HCA/2014-001943-XC &

HCA/2014-002010-XC


 


Lord Bracadale


Lady Clark of Calton


Lord Wheatley

 

OPINION OF THE COURT

delivered by LADY CLARK OF CALTON

in

APPEALS AGAINST CONVICTION

by

(1) JOHN CARLIN;  and (2) JAMES MCCLUCKIE

Appellants;

against

HER MAJESTY’S ADVOCATE

Respondent:

Appellant:  McElroy;  Paterson Bell Solicitors (for the first appellant)

Paterson;  Paterson Bell Solicitors (for the second appellant)

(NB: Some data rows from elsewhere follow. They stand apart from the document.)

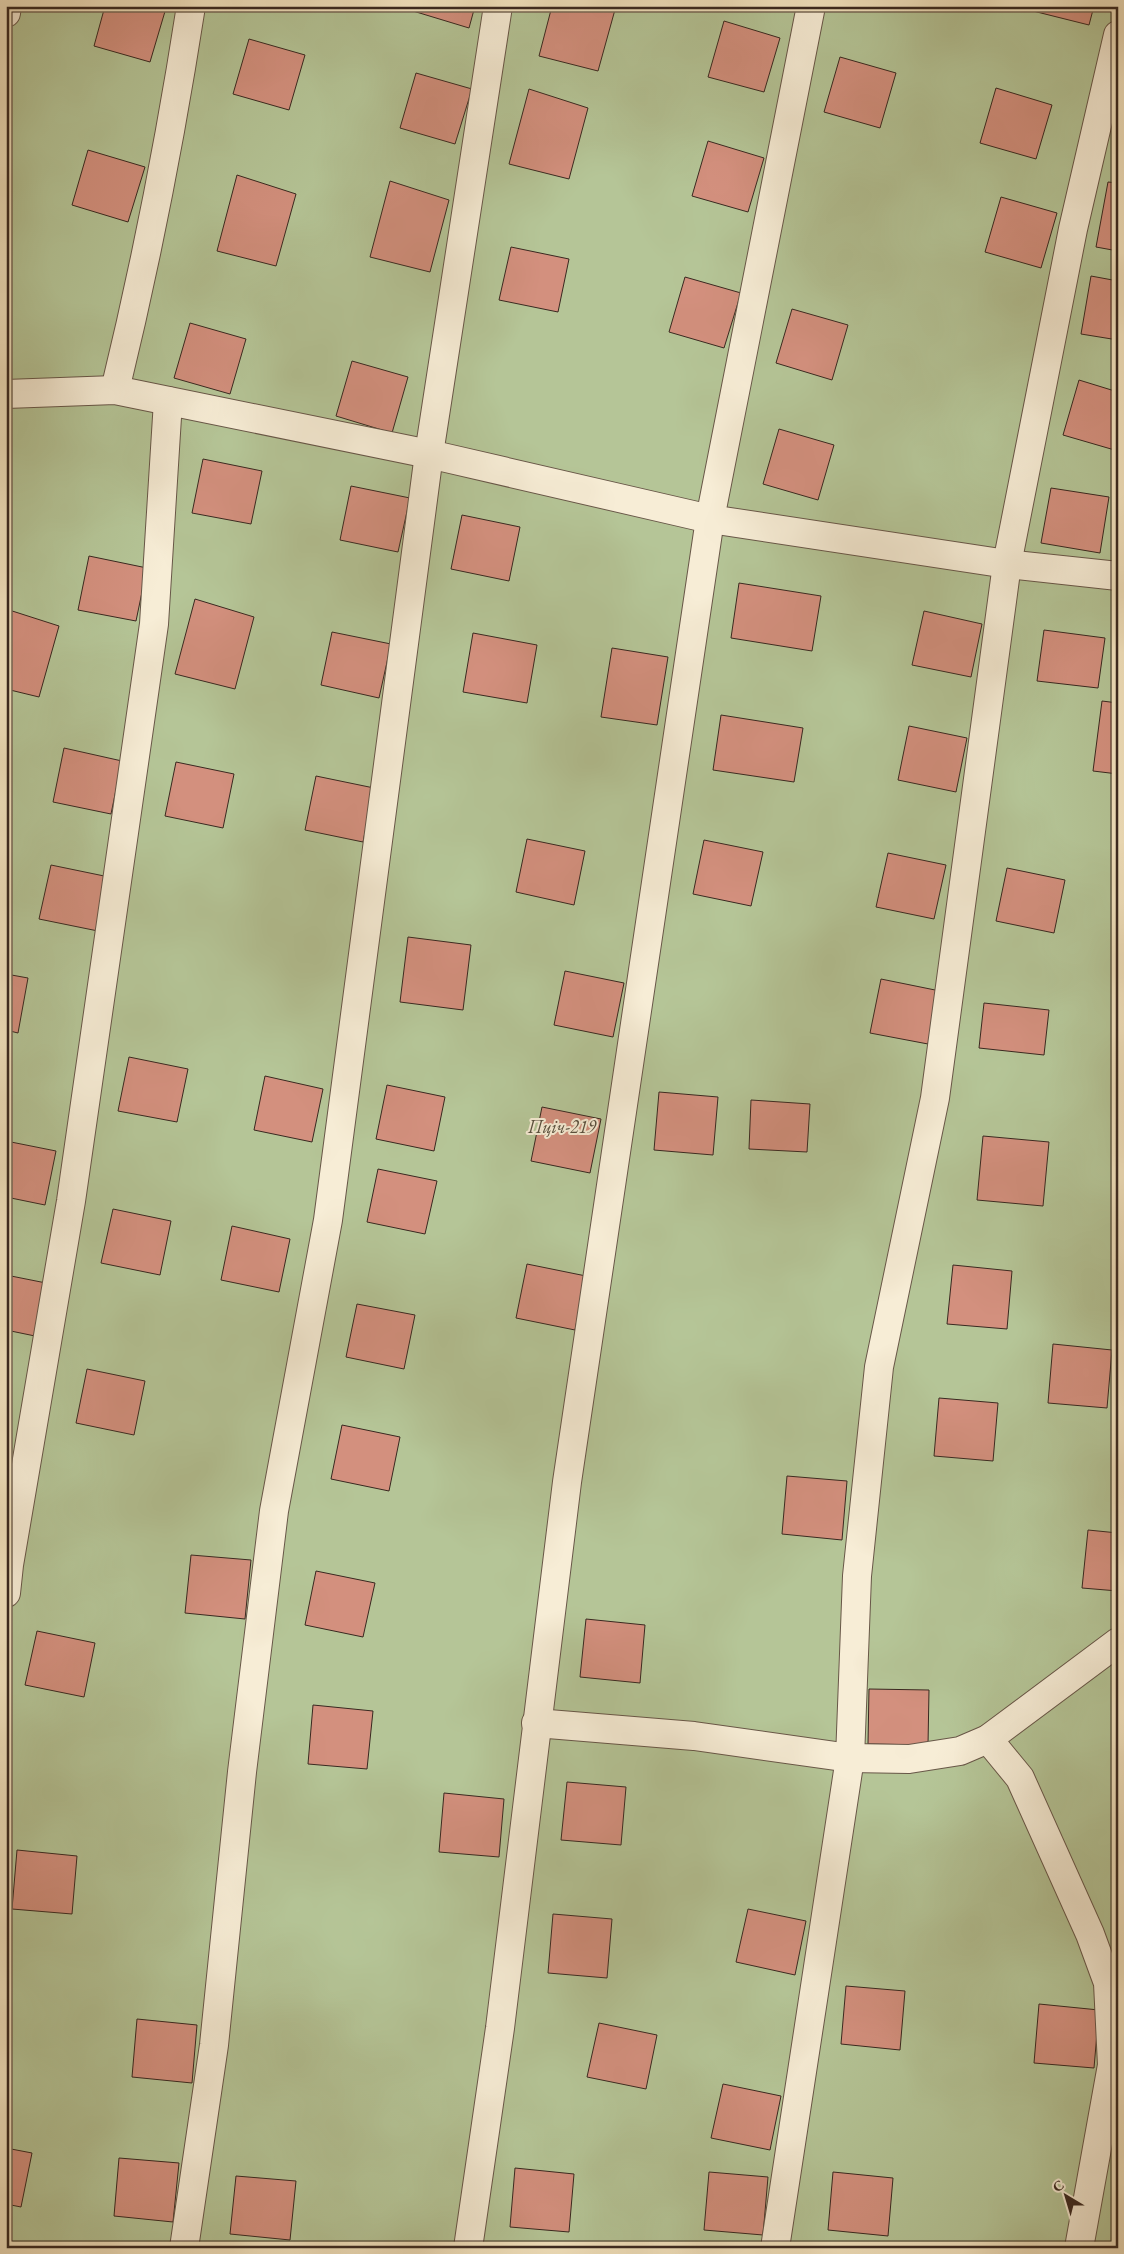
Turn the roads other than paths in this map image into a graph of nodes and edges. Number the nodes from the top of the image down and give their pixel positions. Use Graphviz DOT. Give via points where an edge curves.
graph roads {
  1 [pos="7,6"];
  2 [pos="190,6"];
  3 [pos="498,6"];
  4 [pos="811,6"];
  5 [pos="6,13"];
  6 [pos="1118,35"];
  7 [pos="115,390"];
  8 [pos="6,394"];
  9 [pos="168,401"];
  10 [pos="429,454"];
  11 [pos="710,520"];
  12 [pos="1007,564"];
  13 [pos="1118,576"];
  14 [pos="6,1593"];
  15 [pos="1118,1642"];
  16 [pos="536,1722"];
  17 [pos="988,1739"];
  18 [pos="850,1758"];
  19 [pos="184,2248"];
  20 [pos="468,2248"];
  21 [pos="775,2248"];
  22 [pos="1079,2248"];
  1 -- 5 [label="street"];
  2 -- 7 [label="street" via="181,70 136,301"];
  3 -- 10 [label="street"];
  4 -- 11 [label="street"];
  6 -- 12 [label="street" via="1073,229"];
  7 -- 8 [label="street"];
  7 -- 9 [label="street"];
  9 -- 10 [label="street"];
  9 -- 14 [label="street" via="154,624 71,1202"];
  10 -- 11 [label="street"];
  10 -- 19 [label="street" via="328,1220 274,1511 242,1772 214,2046"];
  11 -- 12 [label="street"];
  11 -- 16 [label="street" via="568,1472"];
  12 -- 13 [label="street"];
  12 -- 18 [label="street" via="935,1098 879,1367 857,1576"];
  15 -- 17 [label="street"];
  16 -- 18 [label="street" via="694,1736"];
  16 -- 20 [label="street" via="500,2028"];
  17 -- 18 [label="street" via="960,1750 909,1759"];
  17 -- 22 [label="street" via="1020,1778 1090,1934 1108,1983 1112,2065"];
  18 -- 21 [label="street"];
}
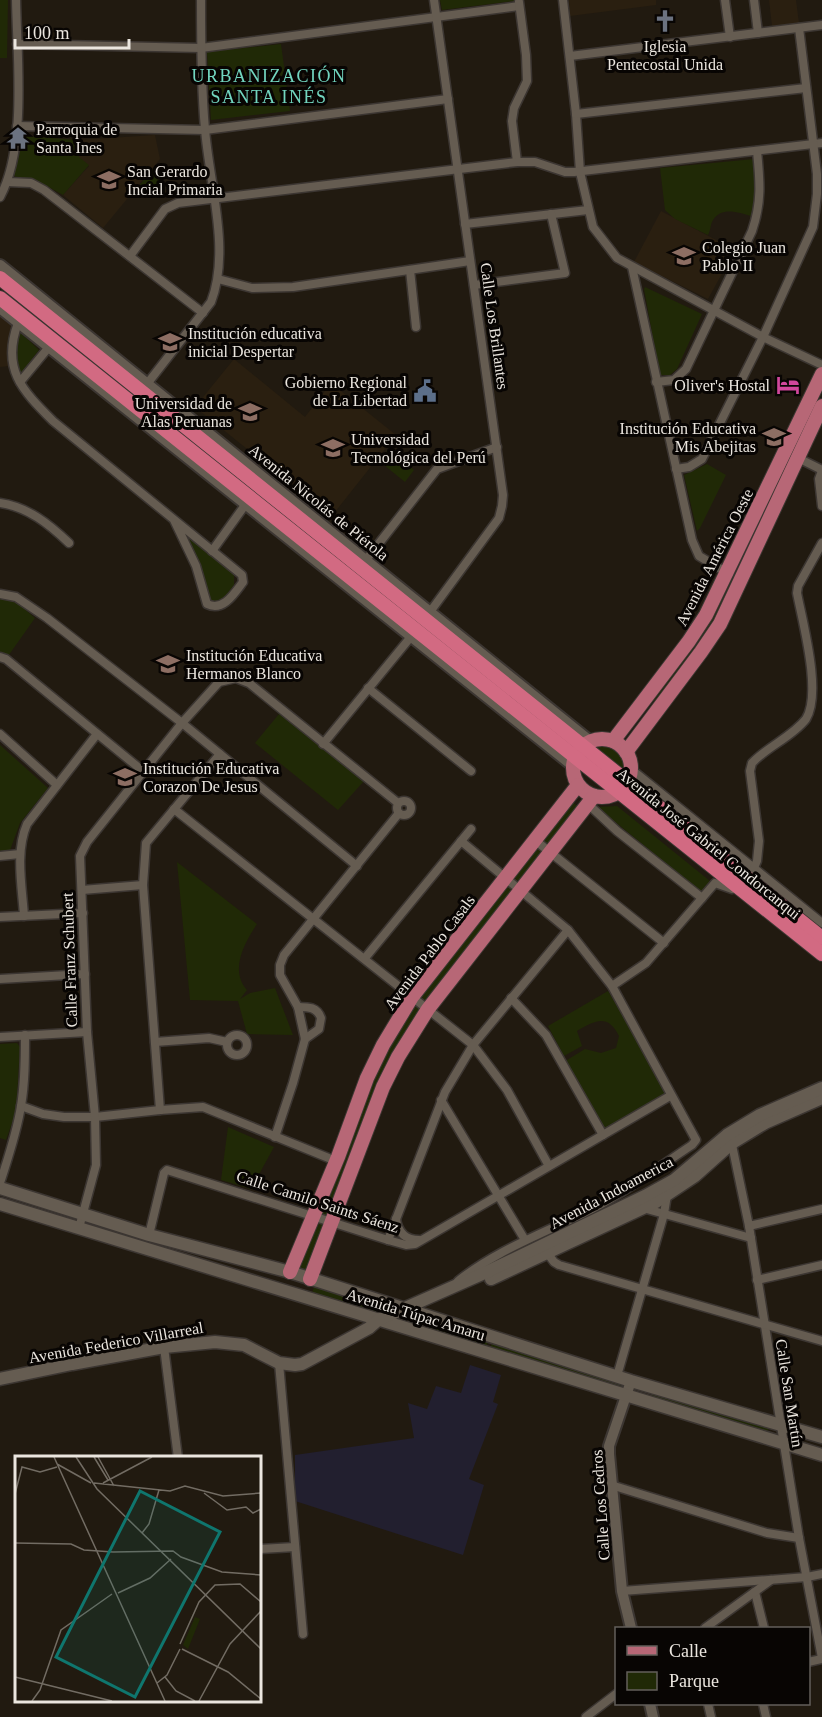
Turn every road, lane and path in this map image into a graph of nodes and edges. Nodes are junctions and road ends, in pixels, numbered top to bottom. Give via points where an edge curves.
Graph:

Respondent:  McSporran AD;  Crown Agent

13 November 2014


The background circumstances
[1]        The appellants were indicted on a single indictment containing two charges in the following terms:

“(001)  on 08 August 2012 at …, Irvine you JOHN CARLIN and JAMES MCCLUCKIE did whilst acting together assault William Galloway, c/o Police Service of Scotland and did repeatedly punch and kick him on the head and body and strike him on the head and body with an unknown implement all to his severe injury and permanent disfigurement

 

(002)    on 8 August 2012 at …, Irvine you JOHN CARLIN and JAMES MCCLUCKIE did whilst acting together assault Patrick Mulgrew, c/o Police Service of Scotland and did repeatedly punch and kick him on the head and body, thereafter strike him on the head and body with an unknown implement, all to his severe injury and permanent disfigurement”


 


[2]        On 26 March 2013 after trial at Kilmarnock Sheriff Court, the appellants were found guilty by a majority of the two charges.  On 14 April 2014 the first appellant (Carlin) was sentenced to a cumulo period of two year imprisonment and the second appellant (McCluckie) was sentenced to a cumulo period of two years detention.  Both sentences were backdated to 26 March 2014.  The appellants appealed the convictions.


 


The reports by the sheriff
[3]        The sheriff provided two reports which set out the evidence.  Unfortunately the reports did not set out the evidence in identical terms and not all the potentially relevant evidence was included in each report.  In a case such as this where the appellants are accused of acting in concert and the undisputed evidence of the complainers was to the effect that there were two males involved, this approach proved unhelpful and confusing.  It was possible however to work out from the reports a narrative of the evidence in relation to the critical issue of identification.  It is necessary to read both reports together to achieve this.  We observe that it is desirable that each report should be self-contained and sufficient  in respect of the relevant evidence albeit different responses may be required in response to the particular grounds of appeal raised by each appellant.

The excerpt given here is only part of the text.